**Instructions to follow:** Your answer should consist of all lines in the listing that hold the word "linecap".

**Material supplied:**
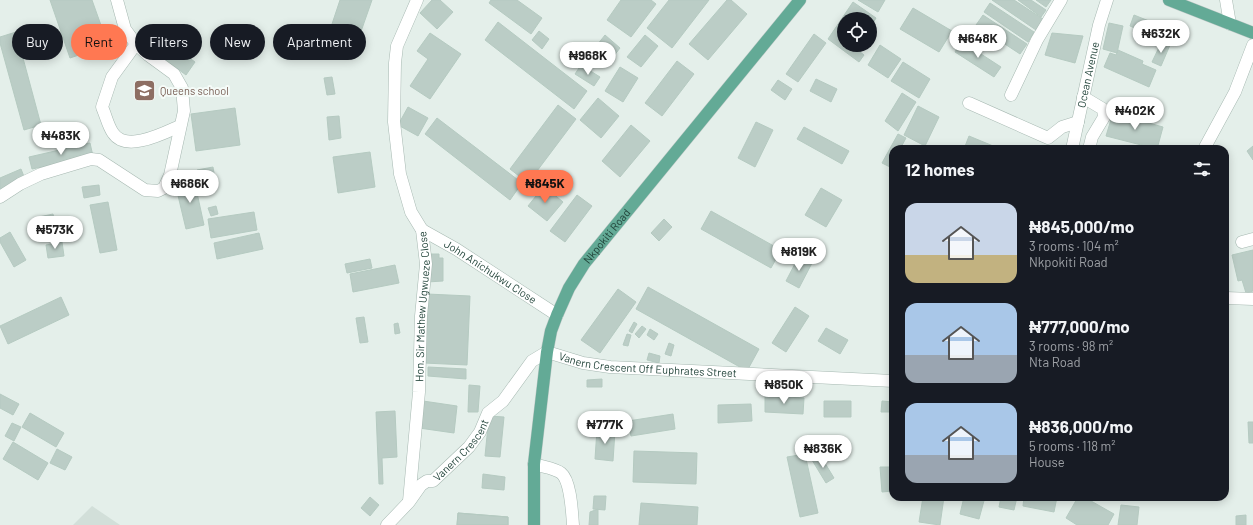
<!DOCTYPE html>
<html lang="en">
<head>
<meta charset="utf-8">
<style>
  body { margin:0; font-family:Barlow,sans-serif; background:#242831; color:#f1f3f6; height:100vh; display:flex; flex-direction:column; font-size:15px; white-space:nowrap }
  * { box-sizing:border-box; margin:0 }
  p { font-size:13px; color:#9ea1a6 }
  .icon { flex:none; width:22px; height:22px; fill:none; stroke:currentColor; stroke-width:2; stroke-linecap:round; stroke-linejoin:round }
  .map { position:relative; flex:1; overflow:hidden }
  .panel { position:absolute; left:889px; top:145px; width:340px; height:356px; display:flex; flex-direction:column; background:#171b24; border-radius:12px; box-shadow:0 2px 10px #0003 }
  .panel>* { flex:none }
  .guide { position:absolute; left:12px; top:24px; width:380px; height:36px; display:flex; gap:8px }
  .tools { position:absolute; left:837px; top:12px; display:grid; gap:8px }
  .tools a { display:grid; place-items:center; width:40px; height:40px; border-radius:50%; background:#171b24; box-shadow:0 2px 10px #0003; font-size:20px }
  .price { position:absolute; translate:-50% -34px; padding:0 9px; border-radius:14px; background:#fff; color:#222; font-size:13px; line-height:26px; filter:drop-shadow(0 1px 2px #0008) }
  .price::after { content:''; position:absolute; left:50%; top:24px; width:12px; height:9px; margin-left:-6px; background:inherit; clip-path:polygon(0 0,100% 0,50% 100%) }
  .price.current { background:#ff7852; color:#111 }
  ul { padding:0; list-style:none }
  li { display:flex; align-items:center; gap:12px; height:100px; padding:0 16px }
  li span { display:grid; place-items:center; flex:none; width:112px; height:80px; border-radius:12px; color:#555 }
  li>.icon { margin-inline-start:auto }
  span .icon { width:48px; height:48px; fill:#fffc; stroke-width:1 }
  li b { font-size:17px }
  h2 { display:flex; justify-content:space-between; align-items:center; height:48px; padding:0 16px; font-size:17px }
  .pill { padding:0 14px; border-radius:18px; background:#171b24; box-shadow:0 2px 10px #0003; font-size:14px; line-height:36px }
  .pill.current { background:#ff7852; color:#111 }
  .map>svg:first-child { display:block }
</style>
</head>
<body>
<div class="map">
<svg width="1253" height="525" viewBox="0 0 1253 525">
  <rect width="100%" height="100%" fill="#e4efea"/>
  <path fill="#d2dfd9" d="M92,506L120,525H73Z"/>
  <path fill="#bbcdc6" stroke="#b5cac1" d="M50,0H92L108,45L70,58Z
    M340,0H372L358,40L330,30Z
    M432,0H440L453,12L437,29L420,13Z
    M491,0H517L542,18L531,34L489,3Z
    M621,0H651L656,4L631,37L607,20Z
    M669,0H709L672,48L647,28Z
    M727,0H731L747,14L708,60L689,44Z
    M858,0H885L878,12Z
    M992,0H1014L1043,19L1036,30Z
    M1018,0H1031L1046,10L1041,17Z
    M1036,0H1051L1046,7Z
    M853,2L876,18L870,28V19H844V45H858L855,48L864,55L859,62L828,39Z
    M990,3L1034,32L1028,42L984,12Z
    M913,8L952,31L939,52L900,29Z
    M983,15L1027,44L1020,54L976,25Z
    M1134,15L1164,27L1161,35L1154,33L1153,36L1130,26Z
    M498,22L587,91L574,109L485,40Z
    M1109,23L1123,26L1117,53L1103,49Z
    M149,28L195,62L186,75L140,41Z
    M539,31L549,39L542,49L532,40Z
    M16,32L41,125L24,130L0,43V37Z
    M430,33L461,54L430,99L410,86L428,59L417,51Z
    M1052,33L1083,36L1075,63L1045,55Z
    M1169,33L1175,36L1171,44L1165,41Z
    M814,34L826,43L798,82L786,74Z
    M605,35L620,48L606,66L590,54Z
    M645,35L658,46L641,67L627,57Z
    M961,41L1001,67L994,77L955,52Z
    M1162,41L1170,45L1161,66L1152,62Z
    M880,45L901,59L888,78L868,65Z
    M1118,50L1143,61L1142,64L1156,70L1149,87L1104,67L1110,53L1116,55Z
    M677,61L694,74L662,116L645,103Z
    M903,62L930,79L919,98L891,81Z
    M581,65L600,77L594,86L575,74Z
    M620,67L638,78L623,102L605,91Z
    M332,77L335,94L327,95L324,78Z
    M816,79L837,89L831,102L810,91Z
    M778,80L792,89L785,100L771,90Z
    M902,93L916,102L898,131L885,121Z
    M598,98L619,116L601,138L580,120Z
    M558,105L576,119L528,183L510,169Z
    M918,106L939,117L925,146L904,135Z
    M408,107L428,118L418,136L398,125Z
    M235,108L240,145L196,151L191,114Z
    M1113,113L1163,127L1157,149L1106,136Z
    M339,116L341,138L329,140L327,117Z
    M437,118L522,183L510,200L425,134Z
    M756,122L773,130L755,167L738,158Z
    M631,125L650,141L620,177L602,161Z
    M804,127L849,151L842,164L797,139Z
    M898,134L906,138L900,149H893V161L890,167L882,163Z
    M969,136L998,148V149H964Z
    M90,143L93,156L32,169L29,157Z
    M1253,146V160L1247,151Z
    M370,152L375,187L338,193L333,157Z
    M213,167L215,179L200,182L197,170Z
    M21,169L25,179L0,191V178Z
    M194,179L204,225L186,229L175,183Z
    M99,185L100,195L84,198L82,187Z
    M544,186L563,202L547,221L528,206Z
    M821,188L842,200L826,227L805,215Z
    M577,195L592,206L565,242L550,231Z
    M108,202L117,250L100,253L90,205Z
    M216,206L218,214L211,216L208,208Z
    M711,211L781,250L771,268L701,229Z
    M254,212L257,230L211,238L208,219Z
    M53,214L56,228L42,231L39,217Z
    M664,219L672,227L659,241L651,233Z
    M10,232L26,260L14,267L0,242V238Z
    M259,233L263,249L217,259L214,243Z
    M62,242L64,256L48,258L46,245Z
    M1253,250V291L1246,293L1242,280L1238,281L1232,255Z
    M427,254H439V258H443V281L427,282Z
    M799,256L812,263L799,288L786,281Z
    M370,259L372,268L347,273L345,264Z
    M395,265L399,283L353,292L350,274Z
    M648,287L759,349L747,371L636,309Z
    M618,289L636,302L600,353L581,340Z
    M427,294L470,296L467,365L424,363Z
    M61,297L69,315L8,344L0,326Z
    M795,307L809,316L786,352L772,343Z
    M364,317L368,342L360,343L356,318Z
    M634,322L637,324L632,333L629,331Z
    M398,323L400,333L395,334L394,324Z
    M642,326L646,329L639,338L635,334Z
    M826,328L848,340L840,354L818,341Z
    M650,329L658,334L654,340L647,335Z
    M627,334L631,335L628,346L623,345Z
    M669,343L674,345L671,356L665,354Z
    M649,353L660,356L659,363L647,360Z
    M428,367L466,369V379L428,376Z
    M602,379V387H587V380Z
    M469,385L480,386L478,412H468Z
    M0,394L19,404L13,415L0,408Z
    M765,396L804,398L803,414L765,412Z
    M423,401L457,406L454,433L419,428Z
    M824,401H851V417H824Z
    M882,401L893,402V412H881Z
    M751,404L752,421L718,423V405Z
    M395,411L397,457L382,458L383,484H379L376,412Z
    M30,413L64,433L56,447L22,427Z
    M673,414L675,429L631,436L628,421Z
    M489,416L504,417L500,457L485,456Z
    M1248,422H1253V443H1249Z
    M12,423L21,427L14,441L5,436Z
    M597,429L615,431L613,461L595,459Z
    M13,442L48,463L38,480L3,459Z
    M57,449L72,457L65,470L50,463Z
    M634,451L697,453L696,484L633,482Z
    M805,454L818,513L800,517L787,457Z
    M820,455L834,478L826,483L812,460Z
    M880,467H893V491L882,492Z
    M483,474L505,477L504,490L482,488Z
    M594,496H606L605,510L593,509Z
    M370,497L379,505L370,516L361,508Z
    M923,497H944L940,525L919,522Z
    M964,497H985L979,519L960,514Z
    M1001,497H1017L1014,510L999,507Z
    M1024,497H1057L1054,512L1023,506Z
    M1078,497H1084L1114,514L1108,525H1077L1066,518Z
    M641,503L698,507L697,525H639Z
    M1121,505L1139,507L1137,525H1118Z
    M598,509V525H589L590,512Z
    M458,513L508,517V525H457Z
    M458,513L508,517V525H457Z
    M1246,515V525H1236V516Z"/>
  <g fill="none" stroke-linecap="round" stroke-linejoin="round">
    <defs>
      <g id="minor">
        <path d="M1226,0L1230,24"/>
        <path d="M136,44L112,77L102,107C106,116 108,126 113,133C126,153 164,133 180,126"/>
        <path d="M1011,95L1037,40L1061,0"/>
        <path d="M1083,97L1103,109L1104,117L1092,137L1089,149"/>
        <path d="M969,103L1048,138L1062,127L1078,122"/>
        <path id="s1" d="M1072,149L1099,25L1107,0"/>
        <path d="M1204,149L1235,92L1253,45"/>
        <path d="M0,197L20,184L41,174L91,159L99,160L145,190L158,191L164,188L170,175L184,111L182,88L174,74L148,55L136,44L125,29L117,0"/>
        <path id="s2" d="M422,230L456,249L557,315"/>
        <path d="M1242,242L1253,239"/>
        <path d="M1226,298L1253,299"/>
        <path d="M534,464C543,467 555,468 561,473C571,481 572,513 573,525"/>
        <path id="s3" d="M409,501L419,392L421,316L426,264L422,230L411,212L400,174L394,122L395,63L397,46L417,0"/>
        <path id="s4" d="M387,525L409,502L421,485L427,481H433L469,447L480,432L488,413L503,401L532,361L547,352L583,363L610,367L893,381"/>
      </g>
      <g id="major">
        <path d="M1169,0L1253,33"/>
        <path id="s5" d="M534,525V464L547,352L551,331L557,315L569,288L584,264L800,0"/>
      </g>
    </defs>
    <use href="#minor" stroke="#a6b8b1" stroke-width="13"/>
    <use href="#major" stroke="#c1cac8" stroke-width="13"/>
    <use href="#minor" stroke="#fff" stroke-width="12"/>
    <use href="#major" stroke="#63aa96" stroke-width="12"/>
  </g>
  <defs>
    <symbol id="school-square" viewBox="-11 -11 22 22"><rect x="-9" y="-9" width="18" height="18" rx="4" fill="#8d6e63" stroke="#f5fbf8"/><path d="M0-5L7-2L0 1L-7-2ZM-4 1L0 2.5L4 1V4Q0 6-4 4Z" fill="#fff"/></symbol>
  </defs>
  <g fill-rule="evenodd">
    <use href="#school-square" x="132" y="78" width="25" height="25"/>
  </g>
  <g text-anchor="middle" stroke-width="4" stroke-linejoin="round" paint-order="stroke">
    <g font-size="11" fill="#214339" stroke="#f5fbf8">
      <text dy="4" stroke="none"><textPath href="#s1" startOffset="76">Ocean Avenue</textPath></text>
      <text dy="4" stroke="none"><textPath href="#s5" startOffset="306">Nkpokiti Road</textPath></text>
      <text dy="4" stroke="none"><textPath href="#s2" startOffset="80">John Anichukwu Close</textPath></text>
      <text dy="4" stroke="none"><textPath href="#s3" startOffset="195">Hon. Sir Mathew Ugwueze Close</textPath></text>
      <text dy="4" stroke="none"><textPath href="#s4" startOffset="343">Vanern Crescent Off Euphrates Street</textPath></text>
      <text dy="4" stroke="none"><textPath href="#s4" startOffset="108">Vanern Crescent</textPath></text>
    </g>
    <g font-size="11" fill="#785e54" stroke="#f5fbf8" text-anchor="start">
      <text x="160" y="95">Queens school</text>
    </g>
  </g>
</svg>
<div class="tools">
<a><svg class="icon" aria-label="locate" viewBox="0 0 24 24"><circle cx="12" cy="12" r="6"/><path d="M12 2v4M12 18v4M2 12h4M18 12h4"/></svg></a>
</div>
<b class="price" style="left:1161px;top:54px">₦632K</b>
<b class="price" style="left:978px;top:59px">₦648K</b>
<b class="price" style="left:588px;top:76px">₦968K</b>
<b class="price" style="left:1135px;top:131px">₦402K</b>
<b class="price" style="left:61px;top:156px">₦483K</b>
<b class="price" style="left:190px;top:204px">₦686K</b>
<b class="price current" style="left:545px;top:204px">₦845K</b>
<b class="price" style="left:55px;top:250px">₦573K</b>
<b class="price" style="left:799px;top:272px">₦819K</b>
<b class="price" style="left:784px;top:405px">₦850K</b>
<b class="price" style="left:605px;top:445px">₦777K</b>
<b class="price" style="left:823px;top:469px">₦836K</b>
<div class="guide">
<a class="pill">Buy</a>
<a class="pill current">Rent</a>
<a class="pill">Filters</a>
<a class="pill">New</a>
<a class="pill">Apartment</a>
</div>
<section class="panel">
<h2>12 homes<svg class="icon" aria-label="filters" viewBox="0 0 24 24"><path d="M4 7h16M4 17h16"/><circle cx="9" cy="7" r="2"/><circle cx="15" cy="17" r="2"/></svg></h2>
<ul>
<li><span style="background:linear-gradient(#c9d6e8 65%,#c2b280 0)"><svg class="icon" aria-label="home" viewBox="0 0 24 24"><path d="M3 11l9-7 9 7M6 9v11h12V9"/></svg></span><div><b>₦845,000/mo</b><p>3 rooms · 104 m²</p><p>Nkpokiti Road</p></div></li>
<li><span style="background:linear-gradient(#a9c7e8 65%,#9aa5b1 0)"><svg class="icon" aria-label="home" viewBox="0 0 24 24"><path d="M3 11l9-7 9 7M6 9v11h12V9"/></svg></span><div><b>₦777,000/mo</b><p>3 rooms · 98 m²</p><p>Nta Road</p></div></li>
<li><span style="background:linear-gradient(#a9c7e8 65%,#9aa5b1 0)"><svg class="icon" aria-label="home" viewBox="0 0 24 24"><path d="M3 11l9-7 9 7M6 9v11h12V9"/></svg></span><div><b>₦836,000/mo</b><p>5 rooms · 118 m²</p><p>House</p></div></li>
</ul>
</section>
</div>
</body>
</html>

**Answer:**
  .icon { flex:none; width:22px; height:22px; fill:none; stroke:currentColor; stroke-width:2; stroke-linecap:round; stroke-linejoin:round }
  <g fill="none" stroke-linecap="round" stroke-linejoin="round">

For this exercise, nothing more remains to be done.